Terminal Harvest Area Fisheries
Terminal Harvest Area (THA) gillnet fisheries occur in Nakat Inlet, Neets Bay, Anita Bay, Deep Inlet, and Boat Harbor. THA seine fisheries occur in Neets Bay, Kendrick Bay, Anita Bay, Deep Inlet, and Hidden Falls.
Nakat Inlet THA
The forecasted return of Nakat Inlet summer chum salmon is 280,000 and for fall chum salmon is 10,000. Nakat Inlet opened to the harvest of salmon by drift gillnet and troll gear on Sunday, June 1, 2014. Currently 19,000 chum salmon have been harvested in the Nakat Inlet THA.
Neets Bay THA
The Neets Bay forecasted return for summer chum salmon is 1,800,000, for fall chum salmon is 140,000, for Chinook salmon is 18,100, and for coho salmon is 296,000. Neets Bay opened to the harvest of salmon by all gear groups on Thursday, May 1, 2014. Approximately 6,100 Chinook salmon and 3,300 chum salmon have been harvested by purse seine and 3,200 Chinook salmon and 900 chum salmon have been harvested by gillnet.
Kendrick Bay THA
The forecasted return for Kendrick Bay summer chum salmon is 700,000. Kendrick Bay opened to the harvest of salmon by purse seine gear on Sunday, June 15, 2014. Currently, 20,000 chum salmon have been harvested in the Kendrick Bay THA
Anita Bay THA
In 2014, approximately 501,000 summer chum, 15,400 king, and 15,500 coho salmon are expected to return.

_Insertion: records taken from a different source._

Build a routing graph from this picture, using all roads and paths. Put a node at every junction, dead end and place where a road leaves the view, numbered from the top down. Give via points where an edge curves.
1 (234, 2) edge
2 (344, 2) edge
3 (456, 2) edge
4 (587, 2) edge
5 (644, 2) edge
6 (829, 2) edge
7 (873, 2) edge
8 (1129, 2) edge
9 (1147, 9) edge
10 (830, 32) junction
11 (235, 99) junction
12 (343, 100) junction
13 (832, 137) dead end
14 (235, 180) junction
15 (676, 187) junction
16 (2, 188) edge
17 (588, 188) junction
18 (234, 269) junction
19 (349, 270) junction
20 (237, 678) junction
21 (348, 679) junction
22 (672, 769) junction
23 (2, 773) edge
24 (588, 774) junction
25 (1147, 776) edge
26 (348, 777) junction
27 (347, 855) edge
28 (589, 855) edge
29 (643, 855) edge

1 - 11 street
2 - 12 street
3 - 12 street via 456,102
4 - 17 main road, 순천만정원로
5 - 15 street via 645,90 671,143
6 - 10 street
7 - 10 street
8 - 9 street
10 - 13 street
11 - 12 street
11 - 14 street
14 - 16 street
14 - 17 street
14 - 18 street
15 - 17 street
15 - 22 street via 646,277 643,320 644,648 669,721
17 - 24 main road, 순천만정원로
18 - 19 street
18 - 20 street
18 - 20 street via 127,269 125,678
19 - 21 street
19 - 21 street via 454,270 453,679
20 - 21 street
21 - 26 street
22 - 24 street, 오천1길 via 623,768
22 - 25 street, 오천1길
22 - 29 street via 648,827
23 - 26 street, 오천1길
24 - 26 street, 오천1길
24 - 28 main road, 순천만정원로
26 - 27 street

The cumulative gillnet harvest to date is 6,500 king salmon and 3,500 chum salmon. Beginning June 13, the Anita Bay THA opened on a rotational schedule for purse seine/drift gillnet fisheries.
Deep Inlet THA
The Deep Inlet THA rotational fishing schedule for seine and gillnet began on June 1. Forecast returns for the Deep Inlet THA and Medvejie Hatchery includes 1,170,000 chum salmon, 36,200 Chinook salmon, and 10,000 coho salmon. This season NSRAA does not anticipate closing the Deep Inlet rotational fishery for cost recovery harvest. On July 13, 27 seiners harvested approximately 100 Chinook salmon and 24,000 chum salmon. During the period July 14-16, twenty three gillnetters harvested approximately 100 Chinook salmon and 25,000 chum salmon. To date, gillnetters have harvested a total of 3,100 Chinook salmon and 142,000 chum salmon, and seiners have harvested 1,000 Chinook salmon and 249,000 chum salmon.
Hidden Falls THA
No cost recovery will occur at Hidden Falls this season. Forecast returns for Hidden Falls THA includes 1,072,000 chum salmon, 6,100 king salmon, and 188,000 coho salmon. The first common property purse seine opening occurred on June 15. Hidden Falls THA closed on June 29 because of broodstock concerns. The seine fishery will remain closed until it is clear broodstock goals will be met. NSRAA needs 180,000 chum salmon for broodstock and to date 90,000 fish have been passed over the barrier net into the broodstock containment area. The total chum salmon harvest for the season is 220,000.